Just forty-eight hours after the Prophet Muhammad’s death, Islam was drawn into politics.
The Prophet passed away on a Monday and was buried on Wednesday. That same day, His companions, the Ansar and the Muhajirun, gathered to settle the question of succession.

The Muhajirun (“Emigrants”) were the early Muslims who left Mecca with the Prophet Muhammad to escape persecution, while the Ansar (“Helpers”) were the people of Medina who welcomed and supported them, forming together the first united Muslim community.

The meeting to decide Muhammad’s successor took place in the Saqifah (shed) of Banu Sa‘idah, a roofed assembly place belonging to the Banu Sa‘idah tribe in Medina. There, Abu Bakr and Umar ibn al-Khattab—two of the Prophet’s closest companions—arrived and joined a heated debate marked by arguments, raised voices, and sharp exchanges over who should receive the pledge of allegiance.

 The Saqifah Debate: Politics Without Revelation

What is striking—when one reads accounts of the Saqifah, whether in Sunni or Shia sources, is that not a single Qur’anic verse or prophetic hadith was cited in that decisive debate.
The conversation was entirely about worldly considerations: reason, logic, partisanship, and power. Religion was absent. It was a political struggle for authority, while religion continued on its own track—worship, law, theology, creed—concerned with the individual’s relationship with God.

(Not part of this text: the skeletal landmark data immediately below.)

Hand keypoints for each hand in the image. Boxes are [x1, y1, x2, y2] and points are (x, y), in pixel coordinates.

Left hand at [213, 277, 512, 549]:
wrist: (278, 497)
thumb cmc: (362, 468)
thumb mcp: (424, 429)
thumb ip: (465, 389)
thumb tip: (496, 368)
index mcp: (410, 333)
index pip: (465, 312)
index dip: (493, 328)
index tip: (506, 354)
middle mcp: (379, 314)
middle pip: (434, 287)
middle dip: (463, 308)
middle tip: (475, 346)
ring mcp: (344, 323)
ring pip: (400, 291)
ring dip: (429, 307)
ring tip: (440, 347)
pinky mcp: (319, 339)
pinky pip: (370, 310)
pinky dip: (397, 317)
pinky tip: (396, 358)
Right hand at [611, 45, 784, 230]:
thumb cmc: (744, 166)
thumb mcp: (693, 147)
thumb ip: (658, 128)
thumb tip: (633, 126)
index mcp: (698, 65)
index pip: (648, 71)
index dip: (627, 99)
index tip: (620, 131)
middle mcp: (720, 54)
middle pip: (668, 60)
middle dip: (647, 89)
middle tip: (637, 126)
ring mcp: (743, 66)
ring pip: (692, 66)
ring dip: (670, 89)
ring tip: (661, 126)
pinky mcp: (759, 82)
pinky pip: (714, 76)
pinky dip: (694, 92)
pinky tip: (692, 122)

Politics, however, would later seek legitimacy, weapons, and persuasion. And it was then that politics entered religion. Religion itself never entered politics; the Qur’an and authentic hadiths never outlined systems of government or political conflict. Politics took religion, seized it, and used it.

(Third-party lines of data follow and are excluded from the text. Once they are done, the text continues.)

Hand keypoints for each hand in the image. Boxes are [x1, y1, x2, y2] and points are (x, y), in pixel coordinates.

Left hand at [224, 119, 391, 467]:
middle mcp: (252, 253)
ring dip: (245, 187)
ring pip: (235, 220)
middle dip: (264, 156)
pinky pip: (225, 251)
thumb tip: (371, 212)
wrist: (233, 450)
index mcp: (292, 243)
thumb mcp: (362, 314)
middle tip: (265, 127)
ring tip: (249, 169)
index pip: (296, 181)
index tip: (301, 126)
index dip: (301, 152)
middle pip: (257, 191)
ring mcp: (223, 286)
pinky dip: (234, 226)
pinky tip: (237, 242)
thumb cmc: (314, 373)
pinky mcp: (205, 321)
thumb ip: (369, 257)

The Caliphate: A Secular Struggle in Religious Dress

Consider the succession of Abu Bakr, then Umar, then Uthman (the first three Muslim caliphs), None of these transitions was decided based on scripture. Umar himself devised a remarkable system by naming six men to choose his successor—a purely political mechanism.

The rebellion against Uthman (the 3rd caliph) too, was political. His critics opposed his policies, his appointment of relatives to governorships, and questions of wealth distribution. Religion was not the issue.

Even the conflict between Ali (The 4rd Caliph) and Mu‘awiyah (the founder and first caliph of the Umayyad Dinasty) centered not on faith but on politics. Mu‘awiyah demanded retribution for Uthman’s murder. Later, Mu‘awiyah sought to turn the caliphate into hereditary monarchy by naming his son as successor—a political act resembling the Caesars and Sassanid kings, not a decision grounded in revelation.

The Birth of Sects: Politics Creates Theology

Out of these struggles emerged sects. Supporters of Ali—later known as the Shia—responded to defeat and persecution under the Umayyads by building a religious doctrine around their political cause. Over time, oppression by Umayyad Caliphate (established in 661 CE) and Abbasid Caliphate (established in 750 CE) deepened these beliefs into a distinct theology.

The other side, too—the Umayyads, Abbasids, and what became the Ahl al-Sunnah (the major sect within Islam)—constructed their own religious framework to legitimize power. Politics used religion as a weapon, branding opponents as unbelievers or heretics, and executing them in the name of faith when the disputes were political.

The Ottoman Example: Declaring Muslims Infidels

Centuries later, when the Ottomans expanded, Sultan Selim I invaded Egypt. His motives were political: a strong empire swallowing a weaker one. But Egypt was ruled by the Mamluks—Muslims.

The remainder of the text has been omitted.